(Beginning of DATASET RECORDS)

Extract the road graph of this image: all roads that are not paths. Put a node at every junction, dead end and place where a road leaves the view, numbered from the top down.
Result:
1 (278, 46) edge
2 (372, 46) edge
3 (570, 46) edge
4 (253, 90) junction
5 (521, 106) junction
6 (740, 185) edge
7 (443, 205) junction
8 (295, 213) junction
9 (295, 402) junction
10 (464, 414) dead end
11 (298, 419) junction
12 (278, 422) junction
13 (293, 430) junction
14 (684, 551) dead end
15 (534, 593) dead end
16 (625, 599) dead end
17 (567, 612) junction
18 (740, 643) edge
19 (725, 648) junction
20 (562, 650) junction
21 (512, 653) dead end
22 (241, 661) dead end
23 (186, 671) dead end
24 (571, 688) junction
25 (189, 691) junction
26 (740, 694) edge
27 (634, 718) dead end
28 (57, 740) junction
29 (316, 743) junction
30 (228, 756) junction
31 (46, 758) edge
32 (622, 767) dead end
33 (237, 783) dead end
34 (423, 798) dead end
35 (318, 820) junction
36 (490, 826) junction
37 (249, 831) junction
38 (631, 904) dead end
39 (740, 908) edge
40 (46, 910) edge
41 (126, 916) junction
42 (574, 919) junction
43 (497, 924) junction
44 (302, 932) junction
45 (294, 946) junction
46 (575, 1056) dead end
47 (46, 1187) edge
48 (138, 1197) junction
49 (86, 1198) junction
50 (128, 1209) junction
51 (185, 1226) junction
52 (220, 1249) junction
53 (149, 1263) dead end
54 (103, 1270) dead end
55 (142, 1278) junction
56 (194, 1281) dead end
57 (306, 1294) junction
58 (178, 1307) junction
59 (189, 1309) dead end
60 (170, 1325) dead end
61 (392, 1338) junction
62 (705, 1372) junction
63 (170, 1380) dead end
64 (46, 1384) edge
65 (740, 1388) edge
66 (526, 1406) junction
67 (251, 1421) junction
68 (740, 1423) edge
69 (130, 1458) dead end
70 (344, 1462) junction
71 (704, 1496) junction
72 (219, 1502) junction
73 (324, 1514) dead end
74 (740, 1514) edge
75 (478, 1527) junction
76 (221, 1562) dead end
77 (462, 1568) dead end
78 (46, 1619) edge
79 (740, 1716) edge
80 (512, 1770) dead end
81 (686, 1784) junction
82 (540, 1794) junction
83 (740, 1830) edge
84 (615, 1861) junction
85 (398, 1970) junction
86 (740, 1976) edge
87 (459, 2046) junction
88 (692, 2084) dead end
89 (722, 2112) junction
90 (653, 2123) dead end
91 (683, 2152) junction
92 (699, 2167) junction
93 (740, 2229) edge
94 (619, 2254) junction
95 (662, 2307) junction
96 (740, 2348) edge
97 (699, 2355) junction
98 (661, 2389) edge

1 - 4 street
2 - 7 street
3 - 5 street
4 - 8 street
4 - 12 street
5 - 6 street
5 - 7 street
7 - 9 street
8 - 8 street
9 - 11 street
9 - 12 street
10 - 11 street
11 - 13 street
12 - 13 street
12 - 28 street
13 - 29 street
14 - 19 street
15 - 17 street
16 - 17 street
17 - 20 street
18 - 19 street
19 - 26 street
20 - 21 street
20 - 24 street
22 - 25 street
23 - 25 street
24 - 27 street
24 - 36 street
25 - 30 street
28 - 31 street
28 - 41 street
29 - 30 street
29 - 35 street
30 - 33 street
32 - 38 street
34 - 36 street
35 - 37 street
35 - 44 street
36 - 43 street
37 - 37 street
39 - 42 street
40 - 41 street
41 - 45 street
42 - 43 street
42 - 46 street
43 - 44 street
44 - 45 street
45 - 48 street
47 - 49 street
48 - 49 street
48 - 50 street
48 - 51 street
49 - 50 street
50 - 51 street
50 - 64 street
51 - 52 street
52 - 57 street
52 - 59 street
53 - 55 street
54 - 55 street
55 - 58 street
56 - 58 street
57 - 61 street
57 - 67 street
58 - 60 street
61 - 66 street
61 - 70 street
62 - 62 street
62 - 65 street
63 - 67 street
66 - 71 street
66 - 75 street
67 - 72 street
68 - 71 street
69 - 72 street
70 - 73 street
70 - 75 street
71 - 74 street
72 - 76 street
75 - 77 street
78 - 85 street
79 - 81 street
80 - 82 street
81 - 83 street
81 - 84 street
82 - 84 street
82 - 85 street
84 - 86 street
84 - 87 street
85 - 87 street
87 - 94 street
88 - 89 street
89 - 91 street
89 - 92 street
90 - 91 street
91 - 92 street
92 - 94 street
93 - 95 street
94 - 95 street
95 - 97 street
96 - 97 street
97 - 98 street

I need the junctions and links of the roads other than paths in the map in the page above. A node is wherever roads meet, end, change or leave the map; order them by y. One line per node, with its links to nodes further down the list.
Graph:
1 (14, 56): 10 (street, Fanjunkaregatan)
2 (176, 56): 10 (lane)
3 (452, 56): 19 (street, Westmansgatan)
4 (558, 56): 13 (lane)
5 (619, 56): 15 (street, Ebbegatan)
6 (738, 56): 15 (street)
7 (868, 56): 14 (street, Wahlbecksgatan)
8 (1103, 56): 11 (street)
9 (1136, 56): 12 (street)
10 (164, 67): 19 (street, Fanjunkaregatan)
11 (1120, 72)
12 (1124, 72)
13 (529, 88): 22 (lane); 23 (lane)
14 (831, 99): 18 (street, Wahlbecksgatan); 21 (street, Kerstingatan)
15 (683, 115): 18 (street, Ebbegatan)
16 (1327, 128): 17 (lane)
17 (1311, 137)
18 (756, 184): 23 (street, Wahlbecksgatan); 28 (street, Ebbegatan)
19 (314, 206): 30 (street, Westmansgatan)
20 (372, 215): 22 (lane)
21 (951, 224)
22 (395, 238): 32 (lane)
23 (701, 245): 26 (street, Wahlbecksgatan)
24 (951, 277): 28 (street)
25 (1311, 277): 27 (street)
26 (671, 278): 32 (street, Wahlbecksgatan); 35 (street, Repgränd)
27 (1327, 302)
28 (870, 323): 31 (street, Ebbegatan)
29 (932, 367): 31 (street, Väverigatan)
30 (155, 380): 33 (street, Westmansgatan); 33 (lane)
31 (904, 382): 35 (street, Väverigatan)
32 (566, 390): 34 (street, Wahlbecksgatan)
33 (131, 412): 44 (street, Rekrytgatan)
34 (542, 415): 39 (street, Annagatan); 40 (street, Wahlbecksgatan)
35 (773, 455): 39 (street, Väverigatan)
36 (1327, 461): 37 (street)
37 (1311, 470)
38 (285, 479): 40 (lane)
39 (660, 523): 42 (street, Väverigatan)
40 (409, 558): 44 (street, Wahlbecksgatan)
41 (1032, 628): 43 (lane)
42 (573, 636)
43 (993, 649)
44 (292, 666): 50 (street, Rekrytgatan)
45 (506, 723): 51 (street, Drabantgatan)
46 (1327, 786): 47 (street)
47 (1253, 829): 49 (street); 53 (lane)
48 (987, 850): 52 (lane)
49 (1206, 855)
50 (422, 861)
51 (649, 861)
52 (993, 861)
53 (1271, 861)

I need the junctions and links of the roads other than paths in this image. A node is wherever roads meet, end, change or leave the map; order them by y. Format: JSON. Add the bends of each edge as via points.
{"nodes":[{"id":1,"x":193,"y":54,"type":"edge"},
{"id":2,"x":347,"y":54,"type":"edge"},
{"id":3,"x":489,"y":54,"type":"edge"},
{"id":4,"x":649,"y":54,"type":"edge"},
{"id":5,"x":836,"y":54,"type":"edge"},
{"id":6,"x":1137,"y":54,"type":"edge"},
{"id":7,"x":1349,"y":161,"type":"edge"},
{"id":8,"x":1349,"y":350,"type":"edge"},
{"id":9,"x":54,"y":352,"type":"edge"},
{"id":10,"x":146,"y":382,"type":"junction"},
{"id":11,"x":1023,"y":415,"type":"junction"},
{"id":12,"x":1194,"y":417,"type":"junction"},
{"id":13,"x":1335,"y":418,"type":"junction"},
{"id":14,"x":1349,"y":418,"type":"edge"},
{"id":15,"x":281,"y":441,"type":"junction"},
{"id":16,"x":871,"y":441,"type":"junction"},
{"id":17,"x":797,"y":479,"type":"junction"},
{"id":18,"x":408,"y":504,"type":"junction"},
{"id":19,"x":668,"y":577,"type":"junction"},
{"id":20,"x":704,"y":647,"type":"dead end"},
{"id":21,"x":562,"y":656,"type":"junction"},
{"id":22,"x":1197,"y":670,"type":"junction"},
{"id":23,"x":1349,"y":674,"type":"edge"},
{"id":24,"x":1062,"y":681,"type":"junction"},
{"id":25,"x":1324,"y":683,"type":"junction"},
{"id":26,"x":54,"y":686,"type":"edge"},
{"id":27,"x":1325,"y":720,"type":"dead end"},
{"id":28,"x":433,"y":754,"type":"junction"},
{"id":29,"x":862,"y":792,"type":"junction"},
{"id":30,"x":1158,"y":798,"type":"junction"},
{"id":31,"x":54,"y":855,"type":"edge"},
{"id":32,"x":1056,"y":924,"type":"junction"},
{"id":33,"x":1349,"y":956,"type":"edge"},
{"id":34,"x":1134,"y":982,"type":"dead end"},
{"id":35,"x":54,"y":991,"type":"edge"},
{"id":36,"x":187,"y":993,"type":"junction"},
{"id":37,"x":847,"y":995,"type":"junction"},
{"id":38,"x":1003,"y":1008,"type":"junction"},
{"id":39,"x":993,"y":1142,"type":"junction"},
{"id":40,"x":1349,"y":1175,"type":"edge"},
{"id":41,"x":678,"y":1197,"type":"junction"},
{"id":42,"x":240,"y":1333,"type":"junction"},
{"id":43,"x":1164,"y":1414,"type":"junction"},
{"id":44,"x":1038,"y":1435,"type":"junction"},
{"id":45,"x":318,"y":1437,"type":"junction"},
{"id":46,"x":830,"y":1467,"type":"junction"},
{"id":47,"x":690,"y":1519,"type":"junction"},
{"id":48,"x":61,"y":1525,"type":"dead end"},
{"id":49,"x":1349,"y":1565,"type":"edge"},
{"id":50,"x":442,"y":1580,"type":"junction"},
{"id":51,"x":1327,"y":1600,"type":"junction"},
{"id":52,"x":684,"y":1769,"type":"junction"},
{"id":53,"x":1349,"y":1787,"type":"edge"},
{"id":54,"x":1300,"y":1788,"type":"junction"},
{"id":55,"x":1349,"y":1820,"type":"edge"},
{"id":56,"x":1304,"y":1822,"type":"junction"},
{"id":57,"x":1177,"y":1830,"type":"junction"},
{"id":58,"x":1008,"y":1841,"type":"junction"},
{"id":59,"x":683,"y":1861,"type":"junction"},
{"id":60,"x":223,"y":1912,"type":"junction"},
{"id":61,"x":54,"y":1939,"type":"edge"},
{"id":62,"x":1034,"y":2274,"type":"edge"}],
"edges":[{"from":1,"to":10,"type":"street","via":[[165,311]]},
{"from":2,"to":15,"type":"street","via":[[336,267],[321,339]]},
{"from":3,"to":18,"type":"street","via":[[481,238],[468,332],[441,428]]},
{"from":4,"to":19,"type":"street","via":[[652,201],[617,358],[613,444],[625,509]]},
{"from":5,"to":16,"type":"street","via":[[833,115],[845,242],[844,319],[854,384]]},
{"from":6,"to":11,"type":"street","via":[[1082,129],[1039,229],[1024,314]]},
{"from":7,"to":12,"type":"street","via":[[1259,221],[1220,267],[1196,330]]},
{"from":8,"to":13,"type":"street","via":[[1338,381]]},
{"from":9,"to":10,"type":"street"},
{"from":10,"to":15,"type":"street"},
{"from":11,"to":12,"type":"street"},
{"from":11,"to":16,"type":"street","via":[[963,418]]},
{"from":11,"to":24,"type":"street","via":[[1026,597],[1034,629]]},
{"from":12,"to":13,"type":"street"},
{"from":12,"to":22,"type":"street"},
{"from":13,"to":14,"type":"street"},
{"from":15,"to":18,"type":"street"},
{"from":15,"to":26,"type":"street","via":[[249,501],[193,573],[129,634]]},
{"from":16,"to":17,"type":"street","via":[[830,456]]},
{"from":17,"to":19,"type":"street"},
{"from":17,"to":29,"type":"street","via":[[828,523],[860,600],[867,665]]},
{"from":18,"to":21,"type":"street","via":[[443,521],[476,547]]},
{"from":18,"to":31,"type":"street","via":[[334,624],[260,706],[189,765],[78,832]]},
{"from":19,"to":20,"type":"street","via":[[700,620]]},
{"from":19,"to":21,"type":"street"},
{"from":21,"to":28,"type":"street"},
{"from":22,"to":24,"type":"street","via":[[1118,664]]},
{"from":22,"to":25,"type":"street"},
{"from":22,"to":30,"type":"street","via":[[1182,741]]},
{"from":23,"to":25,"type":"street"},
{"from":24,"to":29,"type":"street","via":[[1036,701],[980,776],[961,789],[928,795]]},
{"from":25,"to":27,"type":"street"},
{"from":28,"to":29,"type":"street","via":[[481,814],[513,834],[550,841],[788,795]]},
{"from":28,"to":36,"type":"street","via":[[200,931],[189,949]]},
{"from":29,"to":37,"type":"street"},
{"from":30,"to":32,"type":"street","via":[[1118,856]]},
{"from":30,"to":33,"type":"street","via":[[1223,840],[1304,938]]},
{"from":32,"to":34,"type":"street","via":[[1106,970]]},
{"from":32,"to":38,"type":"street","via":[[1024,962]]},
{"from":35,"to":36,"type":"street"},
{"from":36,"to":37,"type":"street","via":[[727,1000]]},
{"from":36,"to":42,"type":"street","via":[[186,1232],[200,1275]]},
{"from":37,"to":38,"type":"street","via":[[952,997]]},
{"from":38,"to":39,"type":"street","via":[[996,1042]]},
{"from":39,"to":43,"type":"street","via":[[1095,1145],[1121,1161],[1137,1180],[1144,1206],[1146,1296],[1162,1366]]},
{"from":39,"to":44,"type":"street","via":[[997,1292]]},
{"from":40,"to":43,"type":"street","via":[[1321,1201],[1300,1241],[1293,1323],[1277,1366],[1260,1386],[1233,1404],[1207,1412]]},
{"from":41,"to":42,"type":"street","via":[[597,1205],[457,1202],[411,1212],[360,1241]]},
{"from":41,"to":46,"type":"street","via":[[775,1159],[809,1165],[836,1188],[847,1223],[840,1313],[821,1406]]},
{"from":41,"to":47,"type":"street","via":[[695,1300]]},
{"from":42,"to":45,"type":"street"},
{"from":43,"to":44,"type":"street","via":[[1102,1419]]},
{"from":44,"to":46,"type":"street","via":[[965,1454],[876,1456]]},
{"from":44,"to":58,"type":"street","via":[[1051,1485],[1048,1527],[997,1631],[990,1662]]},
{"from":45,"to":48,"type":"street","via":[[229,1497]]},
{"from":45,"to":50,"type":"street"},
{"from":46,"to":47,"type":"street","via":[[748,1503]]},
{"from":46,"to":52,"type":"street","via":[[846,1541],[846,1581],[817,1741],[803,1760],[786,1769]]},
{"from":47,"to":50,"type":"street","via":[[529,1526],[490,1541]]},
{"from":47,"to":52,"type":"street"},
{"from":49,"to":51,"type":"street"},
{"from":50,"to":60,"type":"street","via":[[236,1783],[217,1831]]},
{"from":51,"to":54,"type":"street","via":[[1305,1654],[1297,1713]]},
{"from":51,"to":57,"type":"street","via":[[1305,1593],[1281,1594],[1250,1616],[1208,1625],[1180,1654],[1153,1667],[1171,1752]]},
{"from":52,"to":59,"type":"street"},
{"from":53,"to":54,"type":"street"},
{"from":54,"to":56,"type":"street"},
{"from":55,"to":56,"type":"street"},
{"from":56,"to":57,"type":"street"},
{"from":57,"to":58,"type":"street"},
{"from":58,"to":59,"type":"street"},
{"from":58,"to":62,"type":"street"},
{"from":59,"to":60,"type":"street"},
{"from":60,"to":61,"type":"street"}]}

(End of DATASET RECORDS)

● **WHAT IS NEEDED**
Where a line in the data contains the string "lane", add it to your count, and give only the final number.

● **COMPLETED TASK**
11